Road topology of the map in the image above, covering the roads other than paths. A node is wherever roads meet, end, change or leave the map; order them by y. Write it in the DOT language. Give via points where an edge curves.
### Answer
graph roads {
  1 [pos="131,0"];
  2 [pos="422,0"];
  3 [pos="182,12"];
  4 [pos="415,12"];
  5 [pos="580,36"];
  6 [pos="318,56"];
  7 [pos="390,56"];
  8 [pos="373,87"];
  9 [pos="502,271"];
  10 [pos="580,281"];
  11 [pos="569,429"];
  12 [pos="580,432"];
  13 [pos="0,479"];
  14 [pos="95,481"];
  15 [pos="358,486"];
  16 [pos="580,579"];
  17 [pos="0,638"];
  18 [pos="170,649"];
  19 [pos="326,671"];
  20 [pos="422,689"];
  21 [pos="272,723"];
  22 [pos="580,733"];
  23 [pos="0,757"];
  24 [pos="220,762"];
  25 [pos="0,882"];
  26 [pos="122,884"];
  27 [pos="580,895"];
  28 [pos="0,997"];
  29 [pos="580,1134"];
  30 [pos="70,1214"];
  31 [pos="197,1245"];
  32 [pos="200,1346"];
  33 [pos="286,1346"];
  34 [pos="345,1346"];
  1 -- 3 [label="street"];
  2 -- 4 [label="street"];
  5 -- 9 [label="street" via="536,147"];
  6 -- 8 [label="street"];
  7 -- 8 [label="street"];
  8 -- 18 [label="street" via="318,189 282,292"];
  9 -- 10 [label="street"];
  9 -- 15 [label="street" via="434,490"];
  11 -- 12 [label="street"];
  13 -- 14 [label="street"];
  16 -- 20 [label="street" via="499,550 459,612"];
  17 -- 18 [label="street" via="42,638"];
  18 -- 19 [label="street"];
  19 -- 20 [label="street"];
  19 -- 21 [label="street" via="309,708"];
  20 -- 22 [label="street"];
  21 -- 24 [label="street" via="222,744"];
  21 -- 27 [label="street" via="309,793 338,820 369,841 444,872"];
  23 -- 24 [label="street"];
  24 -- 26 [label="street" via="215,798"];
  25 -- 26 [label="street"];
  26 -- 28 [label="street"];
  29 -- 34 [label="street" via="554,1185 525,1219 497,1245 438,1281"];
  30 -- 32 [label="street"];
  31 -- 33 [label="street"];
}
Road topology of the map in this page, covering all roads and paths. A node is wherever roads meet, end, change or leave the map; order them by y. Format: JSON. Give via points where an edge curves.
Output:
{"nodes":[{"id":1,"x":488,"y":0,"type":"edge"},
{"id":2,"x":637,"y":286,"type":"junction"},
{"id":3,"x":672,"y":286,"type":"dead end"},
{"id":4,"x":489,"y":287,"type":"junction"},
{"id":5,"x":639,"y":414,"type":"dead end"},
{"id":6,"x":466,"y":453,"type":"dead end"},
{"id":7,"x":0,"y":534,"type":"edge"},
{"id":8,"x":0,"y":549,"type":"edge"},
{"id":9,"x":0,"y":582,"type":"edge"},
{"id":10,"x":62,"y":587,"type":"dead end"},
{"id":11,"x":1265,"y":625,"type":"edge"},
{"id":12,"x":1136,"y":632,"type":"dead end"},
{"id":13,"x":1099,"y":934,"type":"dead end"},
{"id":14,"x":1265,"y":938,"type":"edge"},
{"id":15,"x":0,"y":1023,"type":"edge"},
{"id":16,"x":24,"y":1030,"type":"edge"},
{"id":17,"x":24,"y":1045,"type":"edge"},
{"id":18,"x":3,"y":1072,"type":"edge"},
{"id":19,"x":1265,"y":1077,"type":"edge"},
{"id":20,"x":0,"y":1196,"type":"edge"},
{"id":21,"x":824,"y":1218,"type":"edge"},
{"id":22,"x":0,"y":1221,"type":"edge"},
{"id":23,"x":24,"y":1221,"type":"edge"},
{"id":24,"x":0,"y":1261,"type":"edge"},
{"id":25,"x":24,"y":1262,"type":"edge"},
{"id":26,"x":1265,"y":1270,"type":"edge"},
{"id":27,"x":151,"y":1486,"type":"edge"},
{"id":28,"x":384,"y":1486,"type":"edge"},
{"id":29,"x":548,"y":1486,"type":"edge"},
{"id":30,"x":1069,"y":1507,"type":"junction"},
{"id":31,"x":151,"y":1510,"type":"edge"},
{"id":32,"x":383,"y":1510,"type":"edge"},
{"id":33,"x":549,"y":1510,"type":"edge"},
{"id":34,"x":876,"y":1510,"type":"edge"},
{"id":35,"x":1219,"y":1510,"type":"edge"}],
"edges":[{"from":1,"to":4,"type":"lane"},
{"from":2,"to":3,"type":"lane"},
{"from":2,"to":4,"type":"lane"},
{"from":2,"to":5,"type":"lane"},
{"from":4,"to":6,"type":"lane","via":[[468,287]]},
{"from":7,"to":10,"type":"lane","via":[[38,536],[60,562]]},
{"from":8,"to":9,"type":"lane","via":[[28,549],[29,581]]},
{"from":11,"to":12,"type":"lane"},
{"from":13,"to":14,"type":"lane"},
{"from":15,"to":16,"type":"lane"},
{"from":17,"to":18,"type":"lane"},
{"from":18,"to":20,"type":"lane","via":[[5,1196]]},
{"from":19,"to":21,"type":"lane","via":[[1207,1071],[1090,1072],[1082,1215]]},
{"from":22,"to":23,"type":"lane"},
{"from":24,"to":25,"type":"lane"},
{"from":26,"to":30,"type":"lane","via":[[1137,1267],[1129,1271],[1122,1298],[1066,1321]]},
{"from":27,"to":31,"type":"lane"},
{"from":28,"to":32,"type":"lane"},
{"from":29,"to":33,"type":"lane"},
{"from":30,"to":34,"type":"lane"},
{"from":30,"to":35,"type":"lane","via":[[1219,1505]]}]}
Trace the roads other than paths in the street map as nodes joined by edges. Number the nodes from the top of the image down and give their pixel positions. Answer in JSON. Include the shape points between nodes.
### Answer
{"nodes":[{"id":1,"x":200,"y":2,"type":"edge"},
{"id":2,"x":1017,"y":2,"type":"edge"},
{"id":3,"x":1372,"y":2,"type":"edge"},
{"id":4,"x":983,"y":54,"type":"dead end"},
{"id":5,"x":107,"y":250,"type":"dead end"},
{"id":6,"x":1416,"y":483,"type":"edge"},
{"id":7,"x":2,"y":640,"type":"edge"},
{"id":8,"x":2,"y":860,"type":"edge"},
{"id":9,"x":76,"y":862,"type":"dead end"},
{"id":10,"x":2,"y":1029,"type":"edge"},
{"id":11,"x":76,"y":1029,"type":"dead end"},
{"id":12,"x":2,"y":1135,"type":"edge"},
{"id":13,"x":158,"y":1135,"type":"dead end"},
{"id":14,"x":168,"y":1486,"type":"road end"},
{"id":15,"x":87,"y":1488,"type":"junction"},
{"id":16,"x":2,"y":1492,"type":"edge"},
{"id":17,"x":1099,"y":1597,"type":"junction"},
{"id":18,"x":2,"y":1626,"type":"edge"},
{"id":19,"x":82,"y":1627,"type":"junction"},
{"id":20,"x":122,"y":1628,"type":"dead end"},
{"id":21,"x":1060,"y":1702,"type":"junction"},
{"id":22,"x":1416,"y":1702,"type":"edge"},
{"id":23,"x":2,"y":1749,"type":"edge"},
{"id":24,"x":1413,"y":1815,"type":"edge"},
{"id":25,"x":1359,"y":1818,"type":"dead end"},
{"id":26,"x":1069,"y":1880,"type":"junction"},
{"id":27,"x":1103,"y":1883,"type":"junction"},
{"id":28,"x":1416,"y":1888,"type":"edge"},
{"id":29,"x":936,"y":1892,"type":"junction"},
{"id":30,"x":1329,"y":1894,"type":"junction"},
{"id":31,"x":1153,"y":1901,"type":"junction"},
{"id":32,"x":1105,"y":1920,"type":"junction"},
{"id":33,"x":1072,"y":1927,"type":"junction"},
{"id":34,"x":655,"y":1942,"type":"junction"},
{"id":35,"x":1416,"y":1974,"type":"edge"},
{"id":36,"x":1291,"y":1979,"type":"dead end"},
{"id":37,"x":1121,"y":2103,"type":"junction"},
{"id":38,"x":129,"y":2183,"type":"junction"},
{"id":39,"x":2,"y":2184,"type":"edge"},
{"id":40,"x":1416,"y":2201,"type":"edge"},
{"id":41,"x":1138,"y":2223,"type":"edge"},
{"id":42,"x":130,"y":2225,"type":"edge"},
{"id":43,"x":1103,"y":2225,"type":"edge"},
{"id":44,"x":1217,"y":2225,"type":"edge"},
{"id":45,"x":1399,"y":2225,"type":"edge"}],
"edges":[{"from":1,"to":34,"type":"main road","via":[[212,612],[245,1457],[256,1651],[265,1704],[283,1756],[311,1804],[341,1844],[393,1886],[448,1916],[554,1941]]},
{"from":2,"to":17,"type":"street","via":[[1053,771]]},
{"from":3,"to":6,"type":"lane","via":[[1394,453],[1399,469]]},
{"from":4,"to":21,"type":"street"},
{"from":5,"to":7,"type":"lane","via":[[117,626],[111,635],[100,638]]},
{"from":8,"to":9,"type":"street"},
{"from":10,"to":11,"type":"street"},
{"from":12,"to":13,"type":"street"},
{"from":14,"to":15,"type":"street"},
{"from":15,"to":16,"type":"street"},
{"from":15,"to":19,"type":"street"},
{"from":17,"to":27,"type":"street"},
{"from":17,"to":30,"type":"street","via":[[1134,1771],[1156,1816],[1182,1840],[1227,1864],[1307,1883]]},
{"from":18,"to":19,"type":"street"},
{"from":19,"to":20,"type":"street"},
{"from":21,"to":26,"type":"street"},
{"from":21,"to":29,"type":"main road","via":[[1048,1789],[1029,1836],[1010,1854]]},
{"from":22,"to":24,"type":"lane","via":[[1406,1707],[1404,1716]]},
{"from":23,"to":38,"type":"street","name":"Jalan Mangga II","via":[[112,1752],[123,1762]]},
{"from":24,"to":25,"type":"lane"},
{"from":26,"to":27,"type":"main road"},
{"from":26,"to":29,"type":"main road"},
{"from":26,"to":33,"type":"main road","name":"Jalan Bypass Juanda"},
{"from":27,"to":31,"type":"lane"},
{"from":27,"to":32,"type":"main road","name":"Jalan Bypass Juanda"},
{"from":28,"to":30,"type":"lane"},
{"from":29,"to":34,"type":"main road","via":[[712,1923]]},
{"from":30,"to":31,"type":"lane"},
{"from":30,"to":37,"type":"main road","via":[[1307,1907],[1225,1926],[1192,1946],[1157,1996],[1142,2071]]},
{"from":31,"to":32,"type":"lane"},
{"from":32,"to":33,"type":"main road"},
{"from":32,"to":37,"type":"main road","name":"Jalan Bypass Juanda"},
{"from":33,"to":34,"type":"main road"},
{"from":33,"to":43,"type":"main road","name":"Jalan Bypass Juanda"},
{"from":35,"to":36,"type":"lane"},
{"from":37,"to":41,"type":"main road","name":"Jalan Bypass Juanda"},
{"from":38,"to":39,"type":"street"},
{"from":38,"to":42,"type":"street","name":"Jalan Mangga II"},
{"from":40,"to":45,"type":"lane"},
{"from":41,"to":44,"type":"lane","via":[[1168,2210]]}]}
########################################
» PROBLEM DESCRIPTION
Collect every line above that contains the word "edges".

» REPLY
"edges":[{"from":1,"to":4,"type":"lane"},
Trace the roads other than paths in the street map as nodes joined by edges. Number the nodes from the top of the image down and give their pixel positions. Answer in JSON. Include the shape points between nodes.
"edges":[{"from":1,"to":34,"type":"main road","via":[[212,612],[245,1457],[256,1651],[265,1704],[283,1756],[311,1804],[341,1844],[393,1886],[448,1916],[554,1941]]},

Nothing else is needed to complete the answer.